Un groupe d’organisations en oncologie commence maintenant à étudier l’approche des soins virtuels pour les patients en oncologie en particulier et la façon d’optimiser son utilisation dans le continuum des soins.
La vaccination pour les patients atteints de cancer dans tout le pays est une question que les groupes de patients en oncologie ont suivie de près, tout comme leurs fournisseurs de soins de santé. Comme nous craignons que le plan actuel de vaccination et les intervalles de vaccination entraînent de moins bons résultats en matière d’immunisation des personnes immunodéprimées, y compris de nombreux patients atteints de cancer, nous nous sommes engagés dans une campagne visant à informer les décideurs et le public de nos préoccupations et à assurer que des changements appropriés soient apportés dans chaque province.
– BioCanRx se réjouit que vous présidiez le Groupe de travail de l’Alliance des intervenants contre le cancer – pourquoi était-il important pour vous d’assumer ce rôle?
R : C’est un honneur pour moi de participer à BioCanRx et de présider le Groupe de travail de l’AIC. Cette organisation de chercheurs a reconnu la valeur de la collaboration avec d’autres intervenants, notamment les patients et leurs représentants, ce qui est rare. Il est très gratifiant de faciliter cet échange bidirectionnel. Je sais que la recherche est améliorée par les expériences réelles vécues par les patients. J’ai également entendu des chercheurs qui travaillent avec des patients dire que cela a également enrichi leur expérience de recherche.

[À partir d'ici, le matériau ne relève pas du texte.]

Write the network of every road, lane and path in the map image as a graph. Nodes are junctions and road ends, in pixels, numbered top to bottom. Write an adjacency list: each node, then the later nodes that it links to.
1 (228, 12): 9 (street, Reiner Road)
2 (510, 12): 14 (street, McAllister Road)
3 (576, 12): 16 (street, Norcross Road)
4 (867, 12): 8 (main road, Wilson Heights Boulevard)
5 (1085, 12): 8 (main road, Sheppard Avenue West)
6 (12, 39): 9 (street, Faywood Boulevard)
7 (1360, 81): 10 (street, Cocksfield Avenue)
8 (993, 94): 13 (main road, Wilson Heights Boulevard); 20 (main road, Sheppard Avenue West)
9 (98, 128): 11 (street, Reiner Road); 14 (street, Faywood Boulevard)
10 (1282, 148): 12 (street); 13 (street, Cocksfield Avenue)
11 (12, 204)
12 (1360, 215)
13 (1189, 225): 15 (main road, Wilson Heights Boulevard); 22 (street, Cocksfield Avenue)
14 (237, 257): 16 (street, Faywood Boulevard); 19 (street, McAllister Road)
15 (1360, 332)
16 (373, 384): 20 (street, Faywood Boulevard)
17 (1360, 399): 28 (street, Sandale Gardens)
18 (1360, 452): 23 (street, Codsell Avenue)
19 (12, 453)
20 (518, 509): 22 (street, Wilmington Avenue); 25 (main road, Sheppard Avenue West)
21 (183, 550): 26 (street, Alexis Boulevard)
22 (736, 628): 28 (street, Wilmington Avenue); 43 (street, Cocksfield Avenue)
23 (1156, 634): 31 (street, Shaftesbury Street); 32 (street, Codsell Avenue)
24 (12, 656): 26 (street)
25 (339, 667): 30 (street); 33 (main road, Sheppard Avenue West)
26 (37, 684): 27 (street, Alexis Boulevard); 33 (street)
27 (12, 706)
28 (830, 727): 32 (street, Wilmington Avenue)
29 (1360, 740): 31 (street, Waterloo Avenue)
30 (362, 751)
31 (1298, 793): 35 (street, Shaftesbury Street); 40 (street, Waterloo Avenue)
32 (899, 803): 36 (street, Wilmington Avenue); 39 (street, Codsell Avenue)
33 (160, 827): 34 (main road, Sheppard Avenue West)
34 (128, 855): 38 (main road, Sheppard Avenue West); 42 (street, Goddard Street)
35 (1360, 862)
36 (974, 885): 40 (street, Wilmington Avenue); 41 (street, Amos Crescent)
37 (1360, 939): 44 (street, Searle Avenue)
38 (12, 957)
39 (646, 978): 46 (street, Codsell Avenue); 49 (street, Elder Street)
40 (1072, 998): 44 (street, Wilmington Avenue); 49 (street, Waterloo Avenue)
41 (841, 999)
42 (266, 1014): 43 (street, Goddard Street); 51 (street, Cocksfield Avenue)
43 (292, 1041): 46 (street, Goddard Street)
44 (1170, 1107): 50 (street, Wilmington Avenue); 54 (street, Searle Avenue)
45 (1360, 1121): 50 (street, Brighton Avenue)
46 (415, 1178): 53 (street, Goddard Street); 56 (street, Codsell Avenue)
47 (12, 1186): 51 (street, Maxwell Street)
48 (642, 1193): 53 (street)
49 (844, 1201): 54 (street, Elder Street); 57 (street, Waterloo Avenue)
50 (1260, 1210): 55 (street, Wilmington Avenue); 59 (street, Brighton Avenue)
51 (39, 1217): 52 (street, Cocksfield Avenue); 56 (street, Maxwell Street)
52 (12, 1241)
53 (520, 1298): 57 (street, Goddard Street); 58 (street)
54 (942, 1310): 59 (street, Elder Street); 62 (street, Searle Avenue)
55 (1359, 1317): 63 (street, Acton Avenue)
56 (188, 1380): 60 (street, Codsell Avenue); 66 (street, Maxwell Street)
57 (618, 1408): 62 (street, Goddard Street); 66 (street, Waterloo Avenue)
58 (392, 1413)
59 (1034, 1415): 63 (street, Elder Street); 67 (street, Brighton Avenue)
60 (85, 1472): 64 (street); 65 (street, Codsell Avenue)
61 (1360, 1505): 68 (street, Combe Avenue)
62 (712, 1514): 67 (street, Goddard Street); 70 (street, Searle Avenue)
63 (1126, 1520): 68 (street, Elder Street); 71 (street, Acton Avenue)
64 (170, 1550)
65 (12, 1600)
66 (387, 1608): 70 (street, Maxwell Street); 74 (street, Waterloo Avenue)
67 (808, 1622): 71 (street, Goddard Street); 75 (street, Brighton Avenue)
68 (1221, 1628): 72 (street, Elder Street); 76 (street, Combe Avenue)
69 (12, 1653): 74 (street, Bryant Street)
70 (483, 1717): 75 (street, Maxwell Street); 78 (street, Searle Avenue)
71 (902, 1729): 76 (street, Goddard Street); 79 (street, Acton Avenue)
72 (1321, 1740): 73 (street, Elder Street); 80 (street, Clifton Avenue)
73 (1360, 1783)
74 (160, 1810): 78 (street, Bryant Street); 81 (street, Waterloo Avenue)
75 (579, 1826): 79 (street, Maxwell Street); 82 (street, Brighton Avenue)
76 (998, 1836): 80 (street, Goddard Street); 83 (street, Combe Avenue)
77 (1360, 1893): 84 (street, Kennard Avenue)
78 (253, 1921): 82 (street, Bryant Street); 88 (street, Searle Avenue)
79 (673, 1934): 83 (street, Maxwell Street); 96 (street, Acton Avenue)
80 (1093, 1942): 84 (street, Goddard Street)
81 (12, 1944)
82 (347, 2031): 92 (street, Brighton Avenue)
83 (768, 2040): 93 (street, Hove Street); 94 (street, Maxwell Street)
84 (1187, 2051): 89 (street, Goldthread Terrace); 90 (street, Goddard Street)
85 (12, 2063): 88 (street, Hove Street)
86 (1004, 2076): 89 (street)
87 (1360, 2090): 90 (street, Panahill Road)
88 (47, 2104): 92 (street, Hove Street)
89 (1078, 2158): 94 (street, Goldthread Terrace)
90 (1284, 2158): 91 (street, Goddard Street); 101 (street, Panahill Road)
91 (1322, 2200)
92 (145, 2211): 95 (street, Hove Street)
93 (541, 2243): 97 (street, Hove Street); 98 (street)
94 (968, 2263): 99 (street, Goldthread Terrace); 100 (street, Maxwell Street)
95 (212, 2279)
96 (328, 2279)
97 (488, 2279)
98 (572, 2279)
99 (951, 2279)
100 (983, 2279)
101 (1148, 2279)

– Pour l’avenir, quels sont vos espoirs pour les organisations de lutte contre le cancer telles que la Fondation Sauve ta peau? (Par exemple, l’engagement des patients, un rôle accru dans la recherche, etc.)
J’attends avec impatience le jour où les associations de patients seront reconnues comme des partenaires égaux dans tous les aspects du continuum des soins de santé, que ce soit par leur contribution à la recherche, leur adhésion à titre de membres de tous les organismes gouvernementaux qui ont un impact sur leur vie ou leur participation à la prise de décisions significatives en matière de politique de santé de tous les ordres du gouvernement et de l’industrie privée. J’attends avec impatience le jour où les expériences vécues par les patients auront une aussi grande importance que les connaissances théoriques et les diplômes.
– Que souhaitez-vous nous dire sur votre organisation?
Je suis très heureuse que mon organisation ait reconnu l’importance d’inclure les déterminants sociaux de la santé dans tout ce qu’elle fait. Je suis également honorée que nous ayons pu établir des relations de confiance avec des collègues autochtones très inspirants qui ont ajouté de la richesse et de la profondeur à notre travail.
– Qu’aimez-vous faire en dehors du travail?
Avant la pandémie, j’aimais voyager pour le plaisir, voir de bons films, aller au théâtre et à l’opéra et avoir de longs dîners remplis de rires avec des amis, au restaurant ou sur mon patio.
Depuis la pandémie, je me suis mise au Scrabble en ligne et je dîne avec un ami qui vit seul. Je passe du temps sur mon patio, car de magnifiques cardinaux vivent dans un arbre et je peux les voir et les écoute chanter. J’ai aussi de longues conversations philosophiques avec ma compagne de tous les instants, Miss Elaine, une chatte tigrée de dix ans.